In some implementations, the electronic system may also include a wearable visual display, such as a virtual reality or mixed reality headset. The headset may be configured to perform eye-tracking that is capable of determining a region or object of interest based on the gaze of the user with respect to the displayed or virtual scene. In these implementations, the electronic system may be configured to utilize the gaze of the user in combination with a detection of the non-verbal noise as a combined user input. For example, the gaze of the user in relation to the display may represent or define a target for the action associated with the non-verbal command.

FIG. 1 is a block diagram of an example system configured to receive non-verbal commands, in accordance with one or more examples.

FIG. 2 is another block diagram of an example system configured to receive non-verbal commands, in accordance with one or more examples.

FIG. 3 is a perspective view of an example audio device, implemented as an earbud, configured to detect non-verbal commands, in accordance with one or more examples.

FIG. 4 is a perspective view of an example system, implemented as a headset, that includes an audio system configured to detect non-verbal commands with respect to a gaze of the user, in accordance with one or more examples.

FIG. 5 is a perspective view of another example system, implemented as glasses, that includes an audio system configured to detect non-verbal commands with respect to a gaze of the user, in accordance with one or more examples.

FIG. 6 is a flowchart of an example process for generating non-verbal commands, in accordance with one or more examples.

FIG. 7 is a flowchart of an example process for detecting non-verbal commands, in accordance with one or more examples.

FIG. 8 is an example system for implementing non-verbal commands, in accordance with one or more examples.

The figures depict various embodiments for purposes of illustration only. One skilled in the art will readily recognize from the following discussion that alternative embodiments of the structures and methods illustrated herein may be employed without departing from the principles described herein.

As discussed above, many electronic devices are implementing hands-free controls, such as natural language processing that responds to verbal commands.
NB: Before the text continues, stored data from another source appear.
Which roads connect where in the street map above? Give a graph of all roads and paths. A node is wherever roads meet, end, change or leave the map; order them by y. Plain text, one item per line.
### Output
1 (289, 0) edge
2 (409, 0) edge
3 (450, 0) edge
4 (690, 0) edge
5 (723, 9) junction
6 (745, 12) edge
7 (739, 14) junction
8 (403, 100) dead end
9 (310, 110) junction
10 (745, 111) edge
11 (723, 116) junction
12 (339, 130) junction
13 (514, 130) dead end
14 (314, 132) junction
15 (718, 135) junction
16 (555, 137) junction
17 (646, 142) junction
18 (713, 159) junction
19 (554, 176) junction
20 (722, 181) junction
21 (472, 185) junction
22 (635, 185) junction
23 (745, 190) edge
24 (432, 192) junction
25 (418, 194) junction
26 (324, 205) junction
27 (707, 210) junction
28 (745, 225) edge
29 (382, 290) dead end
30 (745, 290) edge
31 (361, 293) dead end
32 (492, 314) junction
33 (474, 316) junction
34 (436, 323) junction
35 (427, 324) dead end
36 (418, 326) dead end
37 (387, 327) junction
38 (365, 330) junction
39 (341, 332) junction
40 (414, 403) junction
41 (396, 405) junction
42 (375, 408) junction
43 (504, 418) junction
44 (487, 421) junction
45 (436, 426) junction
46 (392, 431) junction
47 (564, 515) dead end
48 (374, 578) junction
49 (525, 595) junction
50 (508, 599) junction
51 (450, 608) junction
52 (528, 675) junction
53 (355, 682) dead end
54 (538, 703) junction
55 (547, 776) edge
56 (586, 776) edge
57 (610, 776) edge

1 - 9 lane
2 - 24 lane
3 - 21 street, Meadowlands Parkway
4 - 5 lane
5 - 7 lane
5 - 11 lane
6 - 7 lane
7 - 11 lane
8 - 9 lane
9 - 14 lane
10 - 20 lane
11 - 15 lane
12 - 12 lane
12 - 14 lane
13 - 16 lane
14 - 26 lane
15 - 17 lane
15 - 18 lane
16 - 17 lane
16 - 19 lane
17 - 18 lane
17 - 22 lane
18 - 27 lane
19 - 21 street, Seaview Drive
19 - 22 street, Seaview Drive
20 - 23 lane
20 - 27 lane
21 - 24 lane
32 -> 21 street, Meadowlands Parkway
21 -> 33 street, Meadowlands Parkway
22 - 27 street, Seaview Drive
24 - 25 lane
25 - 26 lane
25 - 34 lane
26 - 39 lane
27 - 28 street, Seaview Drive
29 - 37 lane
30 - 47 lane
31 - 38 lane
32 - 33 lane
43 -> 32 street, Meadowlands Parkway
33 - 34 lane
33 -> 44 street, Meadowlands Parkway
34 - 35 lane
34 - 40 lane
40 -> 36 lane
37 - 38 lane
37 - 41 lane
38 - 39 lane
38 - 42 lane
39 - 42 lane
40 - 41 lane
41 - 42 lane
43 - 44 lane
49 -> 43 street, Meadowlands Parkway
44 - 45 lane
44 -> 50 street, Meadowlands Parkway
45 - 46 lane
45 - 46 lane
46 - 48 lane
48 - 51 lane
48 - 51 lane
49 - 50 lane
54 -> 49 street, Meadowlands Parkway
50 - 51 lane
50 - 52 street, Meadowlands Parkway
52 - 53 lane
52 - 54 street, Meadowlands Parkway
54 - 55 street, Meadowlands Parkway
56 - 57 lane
However, in some circumstances and situations, such as when a user is actively engaged in conversation, verbal commands or other audio-based user inputs may be problematic. For example, the spoken verbal commands may disrupt the flow of conversation and/or allow the other participants of the conversation to overhear the voice commands. As such, the system discussed herein may be configured to initialize, detect, and respond to non-verbal commands of the user.

In some implementations, the electronic system, discussed herein, may comprise one or more earbuds (such as a left and right earbud) configured with one or more speakers to output sound to a user. The earbuds may also be equipped with one or more bone conduction sensors (e.g., a single bone conduction sensor in one earbud of the pair of earbuds, and/or a bone conduction sensor in each of the earbuds). In some cases, the bone conduction sensor may comprise one or more bone conduction and/or air conduction sensors or microphones to, respectively, monitor and capture the non-verbally-driven tissue vibrations or sounds. For instance, the bone conduction sensor may be configured to detect and capture vibrations propagated through the facial bones and features of the user. In this manner, the user may generate detectable vibrations or noises without speaking or uttering verbal commands. For instance, the non-verbal commands may be in the form of tongue or teeth clicks, coughs, grunts, hums, and the like, as well as actions that cause a vibration within the facial structures of the user, such as the tapping, rubbing, or otherwise touching of the facial regions (e.g., rubbing a cheek or scratching a head).

As used herein, the bone conduction sensor may comprise one or more of an in-ear microphone, a contact microphone, an inertial measurement unit (IMU), accelerometer, and/or other device for detecting vibrations. The bone conduction sensor may be positioned in contact with the ear of the user to improve detection of the non-verbal commands.

In some implementations, the system may also include a headset or wearable visual display (e.g., head-mounted display (HMD) and/or near-eye display (NED)) that may present virtual reality (VR) content, augmented reality (AR) content, mixed reality (MR) content, hybrid reality content, or some combination and/or derivatives thereof. The headset may be configured to perform eye-tracking or gaze detection to determine a region or object of interest based on the gaze of the user with respect to the displayed or a presented scene. In these implementations, the system may be configured to utilize the gaze of the user in combination with a detection of the non-verbal noise as a combined user input. For example, the gaze of the user in relation to the display may represent or define a target for an action associated with the non-verbal command.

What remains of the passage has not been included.